Parabricks 4.0

https://docs.nvidia.com/clara/parabricks/4.0.0/WhatsNew.html

Parabricks now runs with out a license and is available on the cluster via singularity.

To run Parabricks, you will need a GPU node that fits the following requirements.

  • Any NVIDIA GPU that supports CUDA architecture 60, 70, 75, or 80 and has at least 16GB of GPU RAM. Parabricks has been tested on the following NVIDIA GPUs:

    • V100

    • T4

    • A10, A30, A40, A100, A6000

  • System Requirements:

    • A 2 GPU server should have at least 100GB CPU RAM and at least 24 CPU threads.

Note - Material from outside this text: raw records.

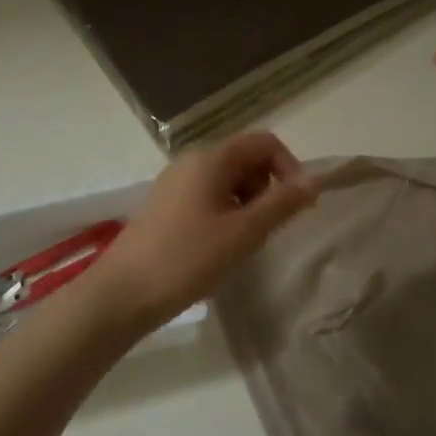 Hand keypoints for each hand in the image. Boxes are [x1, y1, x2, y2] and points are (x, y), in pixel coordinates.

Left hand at [88, 131, 316, 331]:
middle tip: (268, 227)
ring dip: (248, 201)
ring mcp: (176, 182)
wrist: (122, 293)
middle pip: (246, 157)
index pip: (265, 142)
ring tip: (245, 240)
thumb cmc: (187, 259)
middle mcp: (192, 160)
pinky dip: (226, 210)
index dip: (289, 168)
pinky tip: (220, 245)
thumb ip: (281, 204)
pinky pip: (208, 194)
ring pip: (228, 178)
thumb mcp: (243, 233)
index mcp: (212, 158)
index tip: (297, 205)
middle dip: (268, 186)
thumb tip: (314, 181)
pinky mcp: (166, 204) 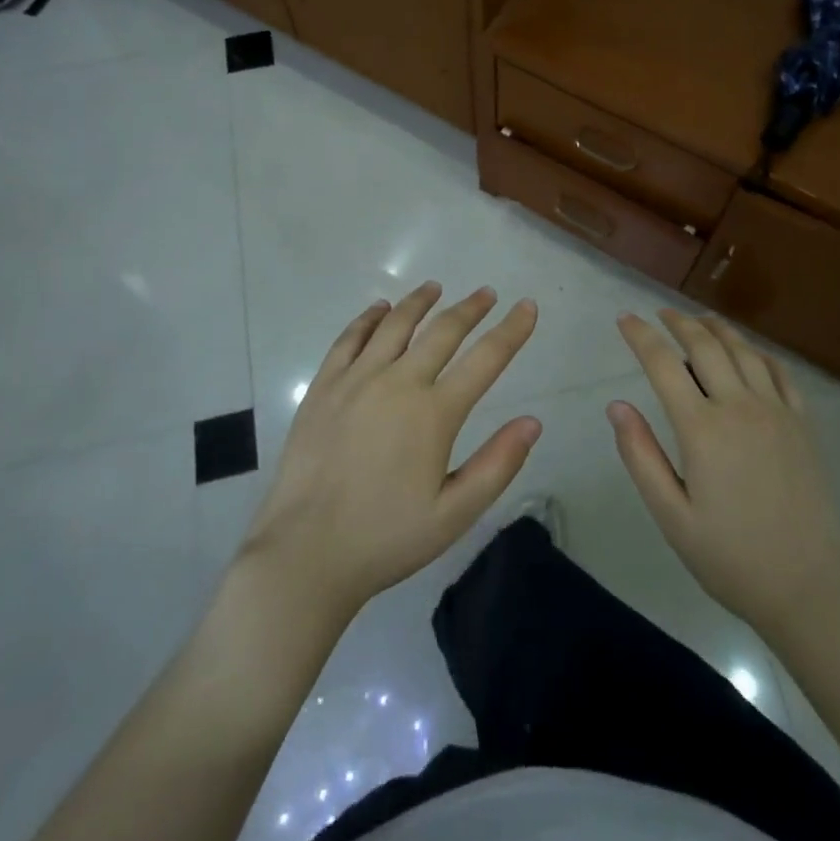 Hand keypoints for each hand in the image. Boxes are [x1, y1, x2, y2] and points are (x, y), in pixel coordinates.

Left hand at [240, 282, 542, 622]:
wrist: (306, 552)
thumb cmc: (386, 538)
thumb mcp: (454, 514)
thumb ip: (497, 465)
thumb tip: (533, 422)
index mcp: (434, 413)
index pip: (486, 359)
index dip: (511, 330)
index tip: (527, 307)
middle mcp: (398, 382)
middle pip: (442, 331)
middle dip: (470, 308)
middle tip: (487, 293)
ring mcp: (356, 380)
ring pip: (395, 324)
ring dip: (419, 302)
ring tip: (434, 287)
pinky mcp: (324, 387)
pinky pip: (349, 338)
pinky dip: (368, 318)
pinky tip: (379, 309)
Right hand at [609, 309, 839, 641]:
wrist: (811, 587)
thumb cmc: (731, 557)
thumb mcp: (671, 516)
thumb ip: (641, 456)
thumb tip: (616, 405)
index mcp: (702, 429)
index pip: (663, 363)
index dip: (641, 336)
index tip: (625, 318)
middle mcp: (739, 407)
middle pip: (705, 345)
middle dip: (678, 322)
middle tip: (660, 313)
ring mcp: (776, 412)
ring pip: (743, 350)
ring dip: (717, 328)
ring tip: (700, 319)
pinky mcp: (802, 424)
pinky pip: (780, 372)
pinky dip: (758, 352)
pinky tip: (749, 352) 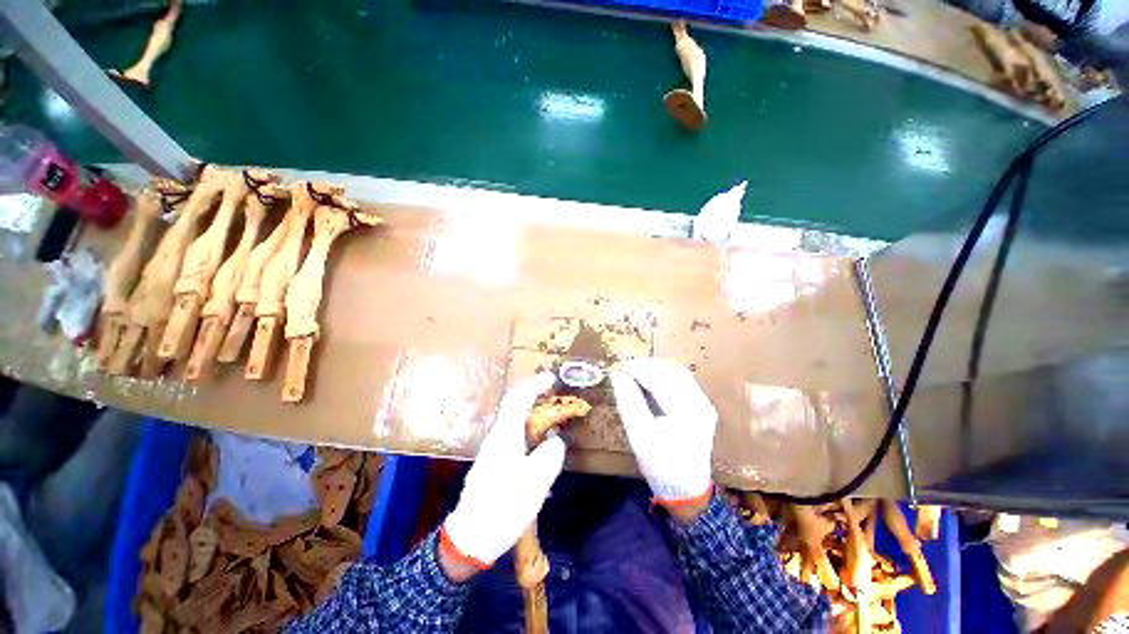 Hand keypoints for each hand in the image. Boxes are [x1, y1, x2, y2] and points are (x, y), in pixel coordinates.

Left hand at [441, 372, 564, 572]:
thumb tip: (555, 439)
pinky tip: (542, 449)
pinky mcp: (495, 463)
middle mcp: (498, 436)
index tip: (552, 379)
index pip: (518, 398)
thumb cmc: (504, 506)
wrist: (471, 537)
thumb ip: (551, 454)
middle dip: (535, 397)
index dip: (534, 384)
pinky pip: (516, 437)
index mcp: (506, 435)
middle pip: (516, 406)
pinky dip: (531, 433)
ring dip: (535, 415)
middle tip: (556, 398)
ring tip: (554, 421)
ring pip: (516, 422)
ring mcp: (494, 450)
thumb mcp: (536, 481)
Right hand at [611, 359, 717, 517]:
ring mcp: (704, 405)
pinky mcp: (701, 409)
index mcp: (688, 412)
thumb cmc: (660, 465)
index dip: (640, 369)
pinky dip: (665, 377)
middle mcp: (701, 404)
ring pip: (680, 375)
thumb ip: (629, 402)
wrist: (685, 491)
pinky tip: (651, 381)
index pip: (662, 380)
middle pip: (674, 372)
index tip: (621, 365)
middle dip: (649, 366)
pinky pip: (683, 383)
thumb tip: (618, 375)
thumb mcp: (639, 435)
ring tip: (636, 371)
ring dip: (657, 370)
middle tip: (627, 367)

    • A 4 GPU server should have at least 196GB CPU RAM and at least 32 CPU threads.

    • A 8 GPU server should have at least 392GB CPU RAM and at least 48 CPU threads.

 

Once you have a system that fulfills the above requirements, you will need to load singularity, and the version of Parabricks you are attempting to use. As of this article, parabricks 4.0 is the latest.

module load singularity/3.8.0 module load parabricks/4.0

After loading these, you can use the following to drop in to the Parabricks container.

singularity shell --nv `which parabricks.simg`

Once in the container, if you have the sample data, you can run the following

pbrun fq2bam --ref parabricks_sample/Ref/Homo_sapiens_assembly38.fasta --in-fq parabricks_sample/Data/sample_1.fq.gz parabricks_sample/Data/sample_2.fq.gz --out-bam fq2bam_output.bam

To get to any of the GPU models than can run Parabricks, you can either go with the wildfire partitions (no time limit)

or htcgpu (4 hour time limit). All GPUs in htcgpu partition can run Parabricks.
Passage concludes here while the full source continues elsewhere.